Rethinking “Slave Foods”: What We’ve Been Told Isn’t the Whole Story

I’ve been thinking a lot about this idea of “slave foods,” and honestly, it’s not entirely false, but it’s far from the whole story. The way it’s taught to us, especially in children’s stories, simplifies history in a way that erases agency, regional nuance, and real culinary history.

We’re told that enslaved people were given scraps while their masters got the good parts. But if you look closer, that doesn’t line up everywhere or even most of the time. The reality of food, especially pork, was never about generosity. It was about practicality. Every part of a pig. the head, feet, intestines, brain was used. That’s how we got bologna, hot dogs, hogshead cheese, and yes, chitterlings. These didn’t start as “slave foods”; they were survival foods for anyone who had to make the most of an animal, long before and outside of slavery.

And yet the stories get twisted. Greens? “Slave food.” Onion soup? “Born of scraps.” Chitterlings? “A Black delicacy.” None of this tells the full truth. Humans have always used what was available. Across Europe, for centuries, offal was eaten by the poor, by immigrants, by working-class communities. The South didn’t invent the idea of using whole animals. it just inherited it, as did enslaved Black people.

Here’s the thing: if chitterlings were really just “scraps,” why do so many white Southerners still eat them? Why do butcher shops sell them across the country? Because this wasn’t about race. it was about survival, technique, and resourcefulness.

For me, being from New Orleans, chitterlings were never part of my kitchen.

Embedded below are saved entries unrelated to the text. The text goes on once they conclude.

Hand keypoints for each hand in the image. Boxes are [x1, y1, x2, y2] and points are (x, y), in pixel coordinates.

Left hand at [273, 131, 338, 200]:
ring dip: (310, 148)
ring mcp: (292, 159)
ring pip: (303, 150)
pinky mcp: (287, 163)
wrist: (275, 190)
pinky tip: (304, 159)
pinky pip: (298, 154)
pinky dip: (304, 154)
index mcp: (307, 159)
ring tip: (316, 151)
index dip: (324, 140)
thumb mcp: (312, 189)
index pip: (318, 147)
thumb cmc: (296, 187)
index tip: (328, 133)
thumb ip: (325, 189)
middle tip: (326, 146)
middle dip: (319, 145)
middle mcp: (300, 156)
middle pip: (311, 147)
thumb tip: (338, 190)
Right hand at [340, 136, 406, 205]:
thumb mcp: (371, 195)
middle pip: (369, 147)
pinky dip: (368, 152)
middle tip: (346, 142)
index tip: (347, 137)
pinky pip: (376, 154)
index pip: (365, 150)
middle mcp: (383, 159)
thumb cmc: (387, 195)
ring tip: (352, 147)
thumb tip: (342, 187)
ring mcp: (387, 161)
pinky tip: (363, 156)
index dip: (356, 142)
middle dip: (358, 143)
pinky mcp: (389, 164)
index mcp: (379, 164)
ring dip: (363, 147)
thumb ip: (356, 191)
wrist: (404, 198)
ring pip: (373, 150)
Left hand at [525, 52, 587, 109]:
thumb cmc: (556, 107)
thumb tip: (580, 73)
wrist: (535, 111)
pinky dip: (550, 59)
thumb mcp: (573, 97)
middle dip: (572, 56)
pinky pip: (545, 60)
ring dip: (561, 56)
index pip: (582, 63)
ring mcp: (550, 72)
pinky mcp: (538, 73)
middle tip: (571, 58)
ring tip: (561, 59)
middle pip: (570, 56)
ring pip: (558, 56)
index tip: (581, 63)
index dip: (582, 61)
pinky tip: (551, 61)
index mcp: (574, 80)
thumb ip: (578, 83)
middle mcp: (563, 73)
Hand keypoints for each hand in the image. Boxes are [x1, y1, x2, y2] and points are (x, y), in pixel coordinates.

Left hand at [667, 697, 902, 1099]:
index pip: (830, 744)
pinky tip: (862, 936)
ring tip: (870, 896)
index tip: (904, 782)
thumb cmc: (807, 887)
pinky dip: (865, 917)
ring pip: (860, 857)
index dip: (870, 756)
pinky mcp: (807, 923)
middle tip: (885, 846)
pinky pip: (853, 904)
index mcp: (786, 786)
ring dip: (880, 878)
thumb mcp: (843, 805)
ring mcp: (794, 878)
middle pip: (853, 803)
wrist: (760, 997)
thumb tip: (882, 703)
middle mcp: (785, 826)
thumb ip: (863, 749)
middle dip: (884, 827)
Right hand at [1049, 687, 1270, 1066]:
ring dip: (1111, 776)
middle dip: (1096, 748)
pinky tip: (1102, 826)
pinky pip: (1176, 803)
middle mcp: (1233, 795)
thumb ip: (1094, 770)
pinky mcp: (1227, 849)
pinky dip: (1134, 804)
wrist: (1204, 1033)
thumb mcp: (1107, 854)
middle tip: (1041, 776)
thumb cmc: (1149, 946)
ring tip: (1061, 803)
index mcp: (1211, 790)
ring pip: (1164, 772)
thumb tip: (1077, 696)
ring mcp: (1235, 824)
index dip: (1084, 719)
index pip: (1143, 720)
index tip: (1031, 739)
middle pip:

Our Afro-Creole food comes from a complex mix of African, Indigenous, Caribbean, French, Spanish, and Sicilian influences. not scraps or leftovers. This idea that there’s a universal “slave diet” doesn’t hold up regionally or historically.

The truth is more empowering: our ancestors weren’t just surviving..they were innovating, adapting, and creating food traditions that endured. Calling it “slave food” flattens that history. It erases the skill, the strategy, and the cultural memory embedded in every pot, pan, and plate.

So the next time someone tells you that our food comes from scraps, remember: it doesn’t. Our culinary legacy is about resourcefulness, ingenuity, and creativity in constraint—not leftovers. And reclaiming that truth isn’t just about pride it’s about seeing our history clearly, fully, and on our own terms.